Zum Teufel gehen

Zum Teufel gehen

Der Ausdruck „zum Teufel gehen“ gehört zu den umgangssprachlichen Redewendungen, die ihren Ursprung in der religiösen Vorstellung von Gut und Böse haben. Wörtlich genommen bedeutet er so viel wie „verloren gehen“ oder „dem Bösen anheimfallen“. Im heutigen Sprachgebrauch wird die Wendung jedoch meist bildhaft und oft auch emotional verwendet, um auszudrücken, dass etwas schiefgeht, verloren ist oder als wertlos angesehen wird.

In diesem Sinn kann „zum Teufel gehen“ verschiedene Bedeutungen haben: Es kann sich auf Dinge beziehen, die kaputtgehen oder misslingen, auf Pläne, die scheitern, oder auch auf Beziehungen, die zerbrechen. Die Redewendung bringt dabei eine gewisse Endgültigkeit zum Ausdruck – etwas ist nicht mehr zu retten oder entzieht sich der Kontrolle.

Gleichzeitig wird die Formulierung häufig in einem impulsiven oder gefühlsbetonten Kontext verwendet, etwa als Ausdruck von Ärger, Enttäuschung oder Frustration. Sie ist weniger als ernst gemeinte theologische Aussage zu verstehen, sondern vielmehr als sprachliches Bild, das eine starke innere Reaktion transportiert.

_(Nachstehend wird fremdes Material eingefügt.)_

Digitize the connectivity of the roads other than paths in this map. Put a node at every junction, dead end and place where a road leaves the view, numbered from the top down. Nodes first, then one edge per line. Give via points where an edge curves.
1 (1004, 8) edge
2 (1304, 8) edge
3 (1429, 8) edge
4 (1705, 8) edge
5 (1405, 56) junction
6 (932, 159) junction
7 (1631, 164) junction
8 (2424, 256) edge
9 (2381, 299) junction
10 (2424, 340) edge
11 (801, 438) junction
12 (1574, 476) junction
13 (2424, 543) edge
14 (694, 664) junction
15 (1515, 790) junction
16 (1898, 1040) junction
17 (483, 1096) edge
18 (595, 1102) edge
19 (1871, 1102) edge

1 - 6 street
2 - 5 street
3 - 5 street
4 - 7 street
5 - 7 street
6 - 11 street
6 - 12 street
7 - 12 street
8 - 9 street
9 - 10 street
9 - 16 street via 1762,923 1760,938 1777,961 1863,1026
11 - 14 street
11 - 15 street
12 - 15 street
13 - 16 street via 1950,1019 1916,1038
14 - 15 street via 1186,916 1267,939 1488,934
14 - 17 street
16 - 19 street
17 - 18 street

Im Hintergrund steht dennoch die alte Vorstellung vom „Teufel“ als Symbol für das Böse, das Zerstörerische oder Trennende. „Zum Teufel gehen“ kann daher auch sinnbildlich für das Abgleiten in etwas stehen, das als negativ oder destruktiv empfunden wird.

So zeigt die Redewendung, wie sich religiöse Bilder in die Alltagssprache eingebettet haben und dort in übertragener Weise weiterleben. Sie verbindet einen Ausdruck von Emotion mit einer tief verwurzelten symbolischen Bedeutung und macht deutlich, wie Sprache auch dann noch von alten Vorstellungen geprägt ist, wenn sie im Alltag ganz selbstverständlich verwendet wird.